Professor Robert Eaglestone (Royal Holloway University of London)
Reading is a very complex word. In educational discourse, it’s used in three ways which are overlapping but can, irritatingly, work against each other.
The first meaning of ‘reading’ is sometimes called ‘decoding’ (this is where phonics comes in). This is mastering the basic technology of writing, moving from graphemes (i.e. bits of text) to spoken language.
The second is often called ‘functional literacy’ and is crucial in ‘knowledge transmission’ (the example usually given is: reading prescriptions).
The meaning of the third sort of ‘reading’ lies in what we say mean when we say we ‘make’ a reading or offer an interpretation, whether simply drawing inferences from texts or something more formal, as in an essay.
Some of my psychologist colleagues argue this these three senses of reading – decoding, functional literacy, interpretation – make a linear progression: after all, one “cannot have functional literacy without acquiring decoding skill; and one cannot offer a critical analysis of literature without functional literacy”.
I disagree. This is Margaret Meek, from her classic 1991 study, On Being Literate:
Listen to the conversation of a four-year-old and an adult when they have read together Where the wild things are and the nature of children’s speculative thought becomes quite clear.

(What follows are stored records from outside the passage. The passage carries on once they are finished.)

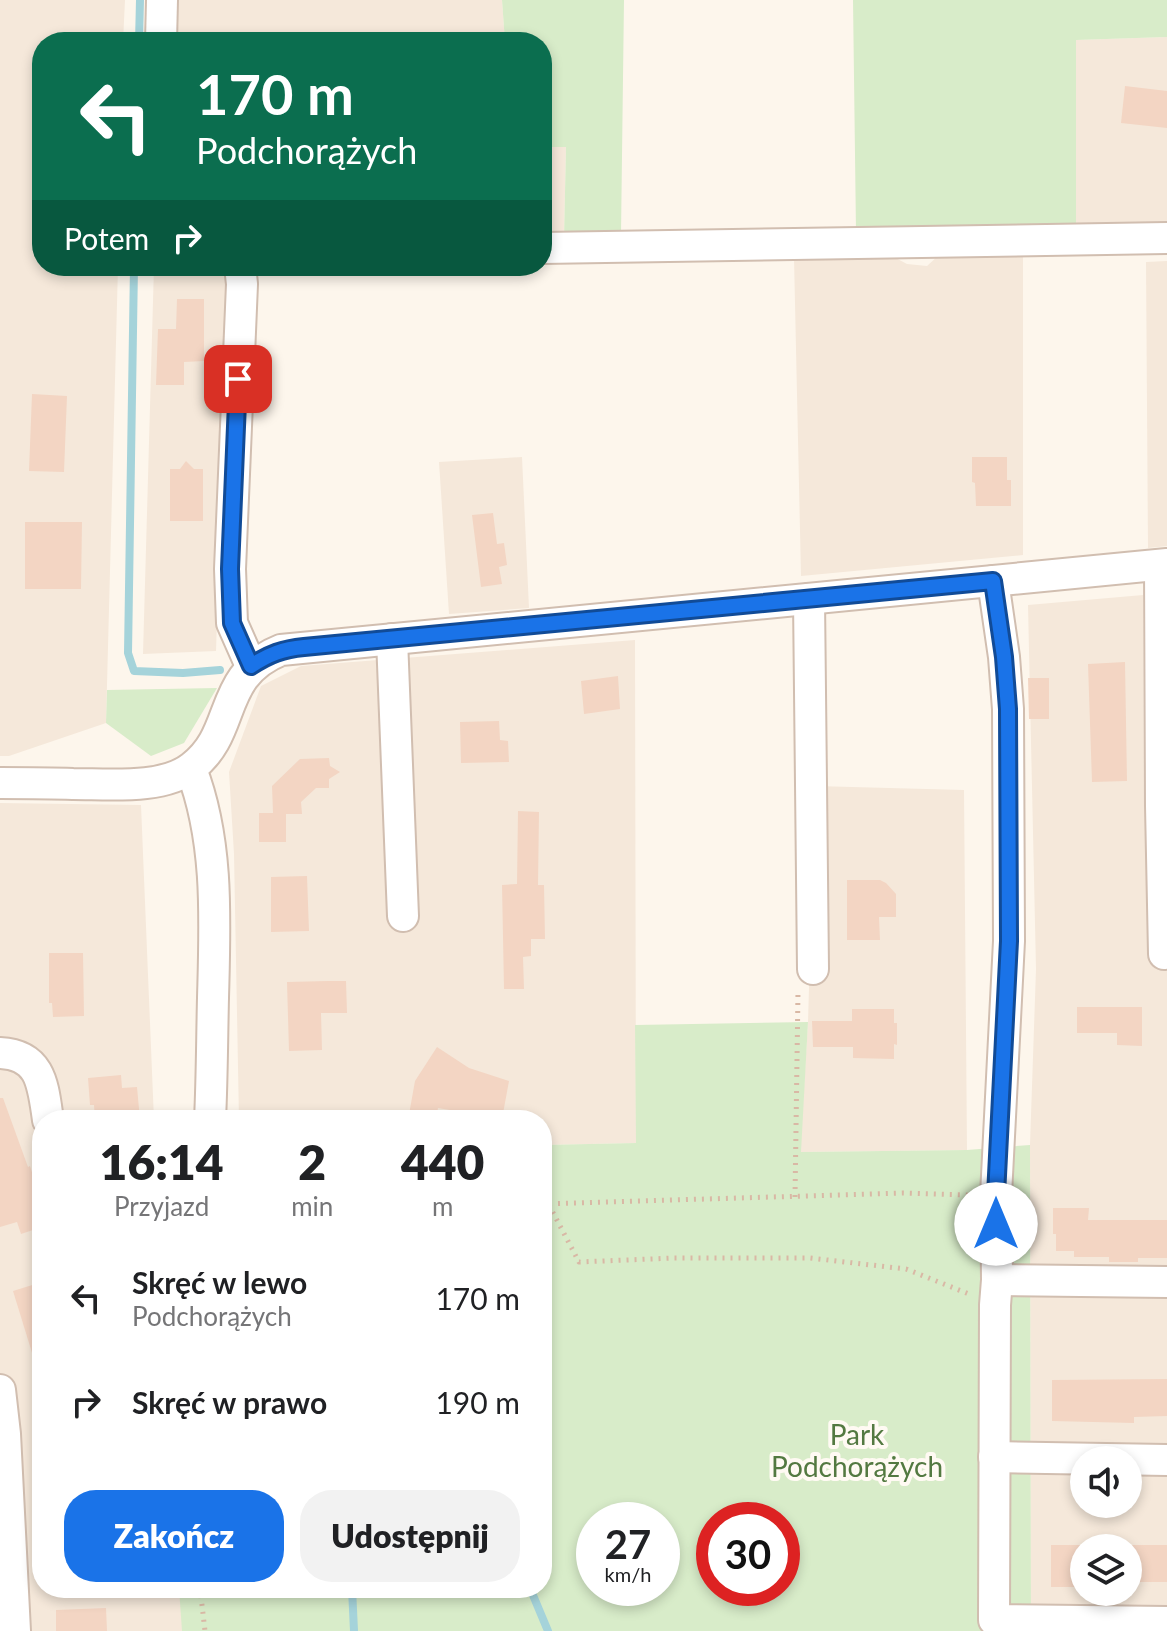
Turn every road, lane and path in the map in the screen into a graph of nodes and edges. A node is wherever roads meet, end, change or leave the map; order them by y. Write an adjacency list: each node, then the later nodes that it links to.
1 (162, 0): 2 (street)
2 (161, 32)
3 (1167, 238): 4 (street)
4 (552, 248)
5 (241, 276): 10 (street)
6 (1163, 564): 7 (street); 14 (street)
7 (993, 581): 8 (street); 19 (street)
8 (809, 599): 9 (street); 15 (street)
9 (392, 639): 10 (street); 13 (street)
10 (251, 666): 11 (street)
11 (191, 769): 12 (street); 18 (street)
12 (0, 783)
13 (403, 916)
14 (1164, 954)
15 (813, 966): 20 (path)
16 (0, 1053): 17 (street)
17 (46, 1110)
18 (210, 1110)
19 (996, 1195): 20 (path); 24 (street)
20 (795, 1197): 21 (path)
21 (552, 1205)
22 (552, 1215): 24 (path)
23 (1167, 1282): 24 (street)
24 (996, 1293): 26 (street)
25 (0, 1390): 30 (street)
26 (994, 1457): 27 (street); 29 (street)
27 (1167, 1460)
28 (201, 1598): 31 (path)
29 (1167, 1622)
30 (15, 1631)
31 (205, 1631)

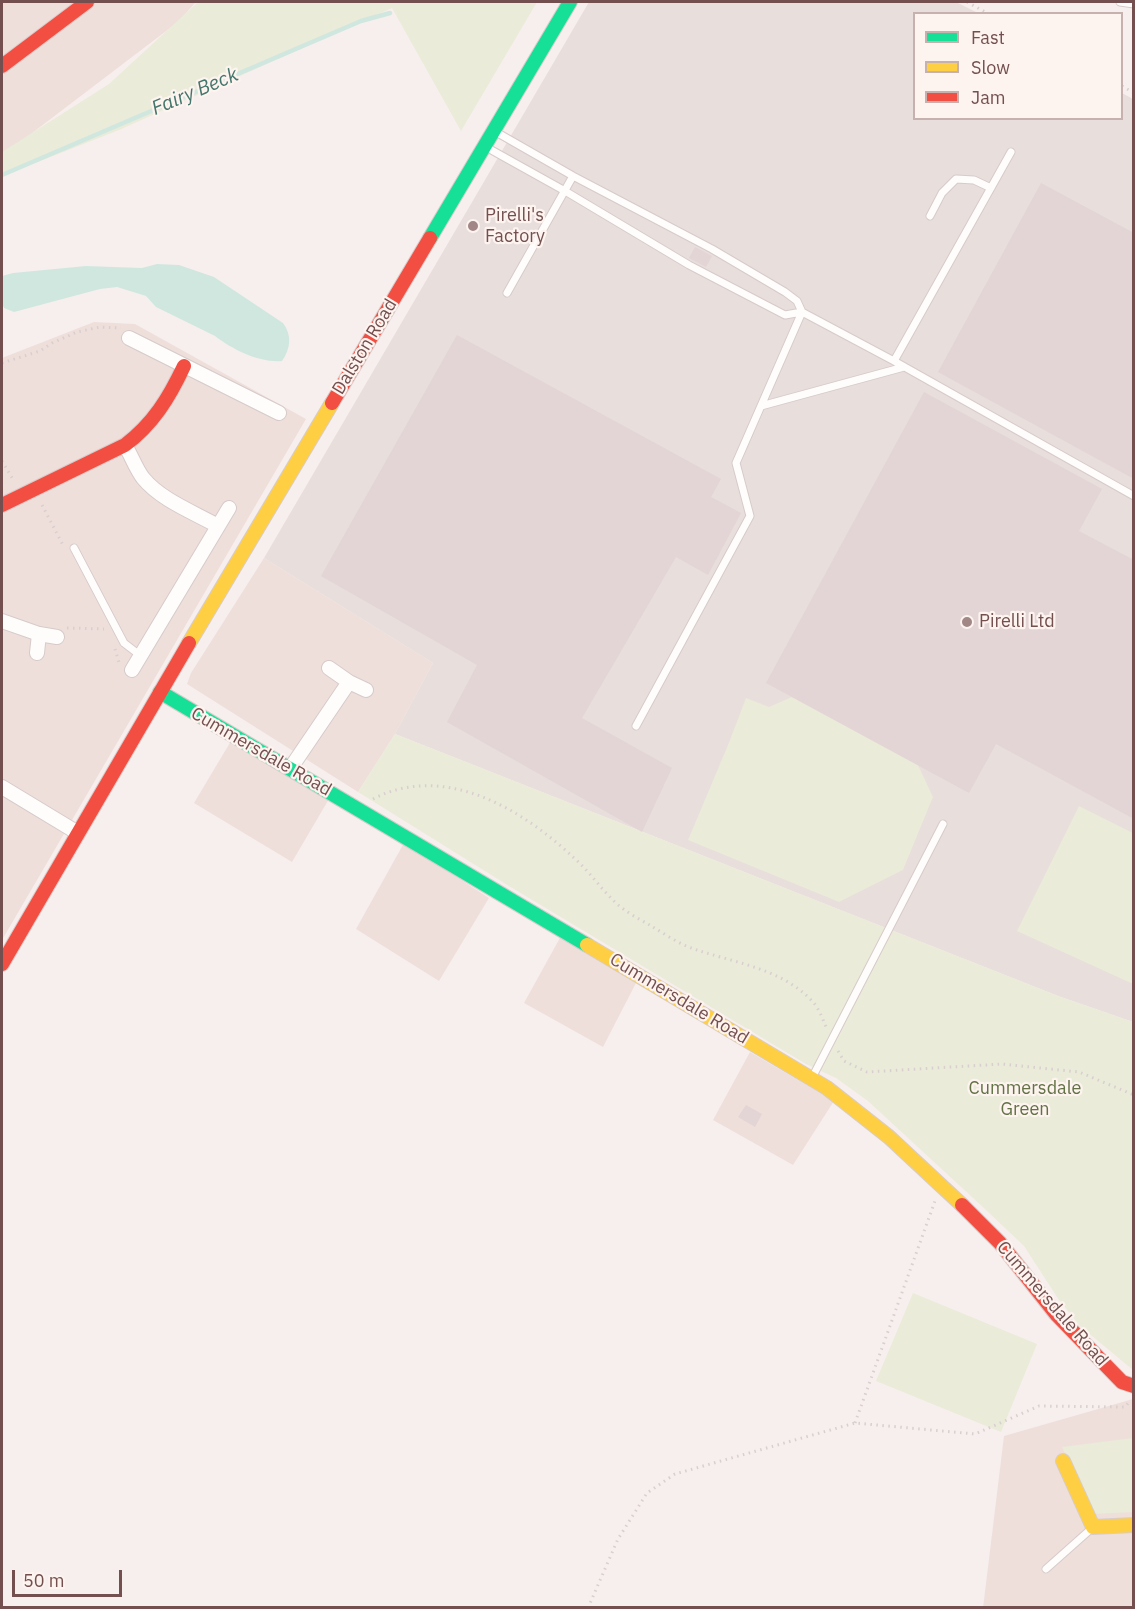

What she means is that, in reading or being read the book, the child is not just decoding, but interpreting, reasoning, making inferences (‘Max was sad, now he is happy’). The separation of these different meanings of reading is only an “expositors device”, as Empson calls the division of form and content.
Everyone wants to foster reading. One risk is that, in the increasingly scientised discourse which has so effectively helped to teach decoding, the fundamental holism of reading can get lost.